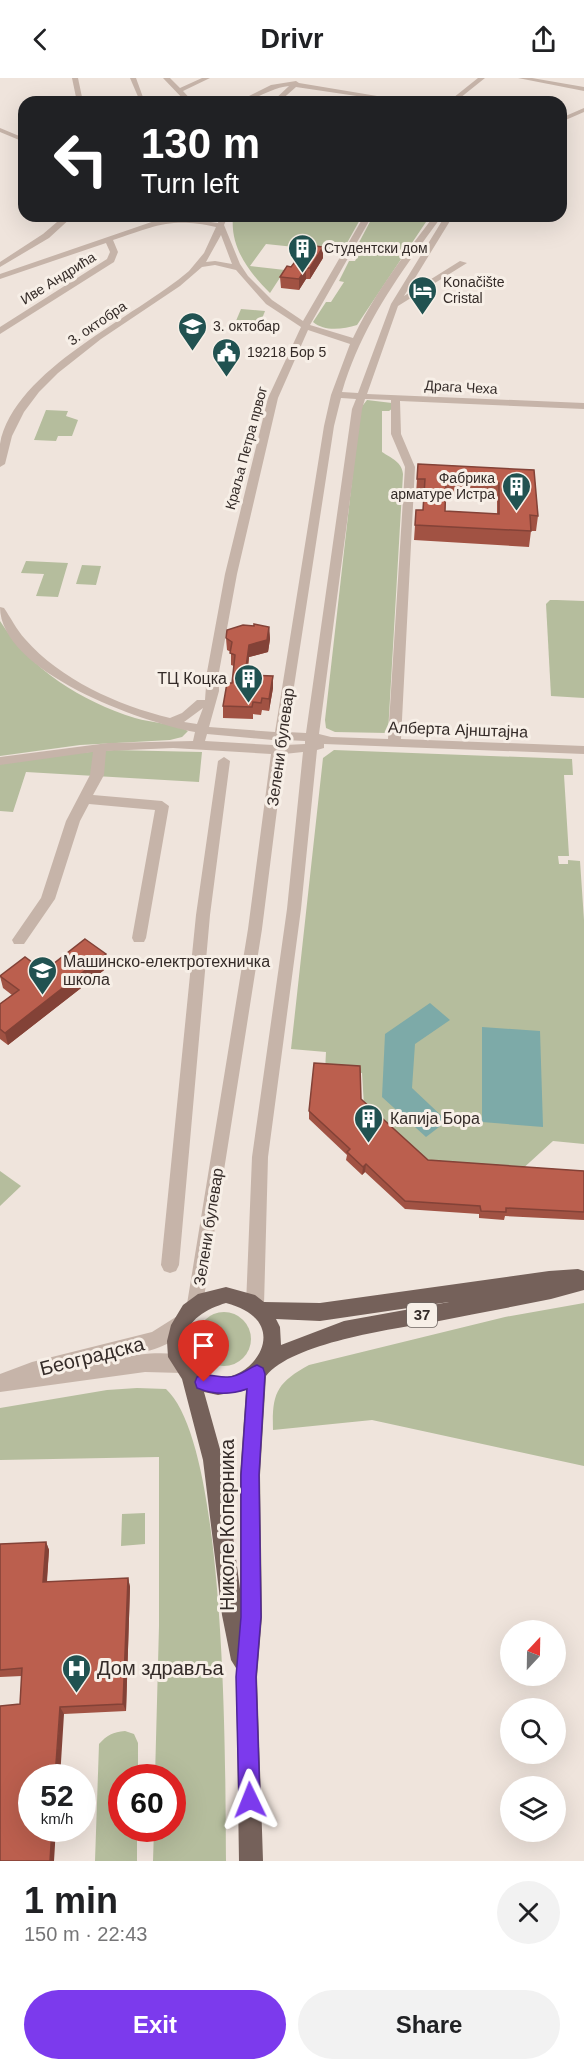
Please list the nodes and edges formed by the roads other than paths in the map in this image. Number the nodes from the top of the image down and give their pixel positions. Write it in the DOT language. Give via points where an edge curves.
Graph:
graph roads {
  1 [pos="75,78"];
  2 [pos="133,78"];
  3 [pos="166,78"];
  4 [pos="207,78"];
  5 [pos="300,78"];
  6 [pos="482,78"];
  7 [pos="521,78"];
  8 [pos="294,85"];
  9 [pos="584,89"];
  10 [pos="180,91"];
  11 [pos="79,96"];
  12 [pos="141,96"];
  13 [pos="185,96"];
  14 [pos="252,96"];
  15 [pos="282,96"];
  16 [pos="359,96"];
  17 [pos="462,96"];
  18 [pos="584,110"];
  19 [pos="567,117"];
  20 [pos="0,130"];
  21 [pos="18,138"];
  22 [pos="64,222"];
  23 [pos="160,222"];
  24 [pos="203,222"];
  25 [pos="222,222"];
  26 [pos="365,222"];
  27 [pos="433,222"];
  28 [pos="445,222"];
  29 [pos="221,226"];
  30 [pos="109,240"];
  31 [pos="17,254"];
  32 [pos="41,263"];
  33 [pos="463,263"];
  34 [pos="0,265"];
  35 [pos="199,265"];
  36 [pos="238,268"];
  37 [pos="0,277"];
  38 [pos="407,284"];
  39 [pos="427,287"];
  40 [pos="395,304"];
  41 [pos="314,311"];
  42 [pos="286,313"];
  43 [pos="306,326"];
  44 [pos="364,326"];
  45 [pos="0,331"];
  46 [pos="327,331"];
  47 [pos="355,343"];
  48 [pos="336,395"];
  49 [pos="360,397"];
  50 [pos="396,398"];
  51 [pos="584,406"];
  52 [pos="0,464"];
  53 [pos="0,610"];
  54 [pos="213,672"];
  55 [pos="201,703"];
  56 [pos="285,709"];
  57 [pos="173,722"];
  58 [pos="201,727"];
  59 [pos="245,741"];
  60 [pos="279,742"];
  61 [pos="311,742"];
  62 [pos="394,743"];
  63 [pos="198,745"];
  64 [pos="100,748"];
  65 [pos="584,750"];
  66 [pos="0,761"];
  67 [pos="224,761"];
  68 [pos="275,767"];
  69 [pos="83,799"];
  70 [pos="139,938"];
  71 [pos="20,940"];
  72 [pos="170,1265"];
  73 [pos="584,1277"];
  74 [pos="584,1282"];
  75 [pos="196,1304"];
  76 [pos="258,1307"];
  77 [pos="179,1324"];
  78 [pos="186,1369"];
  79 [pos="261,1369"];
  80 [pos="1,1384"];
  81 [pos="246,1677"];
  82 [pos="251,1861"];
  1 -- 11 [label="street"];
  2 -- 12 [label="street"];
  3 -- 10 [label="street"];
  4 -- 10 [label="street"];
  5 -- 8 [label="street"];
  6 -- 17 [label="street"];
  7 -- 9 [label="street"];
  8 -- 14 [label="street" via="273,86"];
  8 -- 15 [label="street"];
  8 -- 16 [label="street"];
  10 -- 13 [label="street"];
  18 -- 19 [label="street"];
  20 -- 21 [label="street"];
  22 -- 31 [label="street"];
  23 -- 30 [label="street"];
  24 -- 29 [label="street"];
  25 -- 29 [label="street, 3. октобра"];
  26 -- 41 [label="street, Краља Петра првог"];
  27 -- 44 [label="street, Зелени булевар" via="404,260"];
  28 -- 38 [label="street, Зелени булевар"];
  29 -- 35 [label="street, 3. октобра"];
  29 -- 36 [label="street"];
  30 -- 32 [label="street"];
  30 -- 45 [label="street, Иве Андрића" via="114,252 111,260"];
  31 -- 32 [label="street" via="26,261"];
  31 -- 34 [label="street"];
  32 -- 37 [label="street"];
  33 -- 39 [label="street"];
  35 -- 36 [label="street" via="215,263"];
  35 -- 52 [label="street, 3. октобра" via="180,283 47,375 20,409"];
  36 -- 42 [label="street" via="254,288"];
  38 -- 39 [label="street"];
  38 -- 40 [label="street, Зелени булевар"];
  39 -- 40 [label="street"];
  40 -- 49 [label="street, Зелени булевар"];
  41 -- 42 [label="street"];
  41 -- 43 [label="street, Краља Петра првог"];
  42 -- 43 [label="street"];
  43 -- 46 [label="street"];
  43 -- 54 [label="street, Краља Петра првог" via="265,425"];
  44 -- 46 [label="street"];
  44 -- 47 [label="street, Зелени булевар"];
  46 -- 47 [label="street"];
  47 -- 48 [label="street, Зелени булевар"];
  48 -- 49 [label="street, Драга Чеха"];
  48 -- 56 [label="street, Зелени булевар"];
  49 -- 50 [label="street, Драга Чеха"];
  49 -- 61 [label="street, Зелени булевар"];
  50 -- 51 [label="street, Драга Чеха"];
  50 -- 62 [label="street" via="394,435 410,467"];
  53 -- 57 [label="street" via="21,643 71,682 118,706"];
  54 -- 55 [label="street, Краља Петра првог" via="207,678"];
  54 -- 58 [label="street, Краља Петра првог" via="208,714"];
  55 -- 57 [label="street"];
  55 -- 58 [label="street, Краља Петра првог" via="197,720"];
  56 -- 59 [label="street"];
  56 -- 60 [label="street, Зелени булевар"];
  57 -- 58 [label="street"];
  58 -- 59 [label="street"];
  58 -- 63 [label="street, Краља Петра првог"];
  59 -- 60 [label="street"];
  59 -- 63 [label="street"];
  59 -- 68 [label="street"];
  60 -- 61 [label="street"];
  60 -- 68 [label="street, Зелени булевар"];
  61 -- 62 [label="street, Алберта Ајнштајна"];
  61 -- 76 [label="street, Зелени булевар" via="294,909 260,1157"];
  62 -- 65 [label="street, Алберта Ајнштајна"];
  63 -- 64 [label="street"];
  64 -- 66 [label="street"];
  64 -- 69 [label="street" via="98,775"];
  67 -- 72 [label="street" via="202,924"];
  68 -- 75 [label="street, Зелени булевар" via="255,929"];
  69 -- 70 [label="street" via="162,806"];
  69 -- 71 [label="street" via="48,899"];
  73 -- 76 [label="main road, 37" via="320,1312"];
  74 -- 79 [label="main road, 37" via="551,1292 344,1330 297,1346"];
  75 -- 76 [label="main road, 37" via="226,1295"];
  75 -- 77 [label="main road"];
  76 -- 79 [label="main road" via="268,1320 273,1339"];
  77 -- 78 [label="main road" via="176,1344"];
  77 -- 80 [label="street, Београдска" via="156,1340 32,1371"];
  78 -- 79 [label="main road, 37" via="204,1382 219,1386 243,1382"];
  78 -- 80 [label="street, Београдска" via="136,1364"];
  78 -- 81 [label="main road, Николе Коперника" via="213,1460 233,1616"];
  79 -- 81 [label="main road, Николе Коперника" via="250,1475 251,1617"];
  81 -- 82 [label="main road, Николе Коперника"];
}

=-=-=-=-=

What you will do
Your answer should be the lines of the records that include the word "Ајнштајна".

Response to the exercise
  61 -- 62 [label="street, Алберта Ајнштајна"];
  62 -- 65 [label="street, Алберта Ајнштајна"];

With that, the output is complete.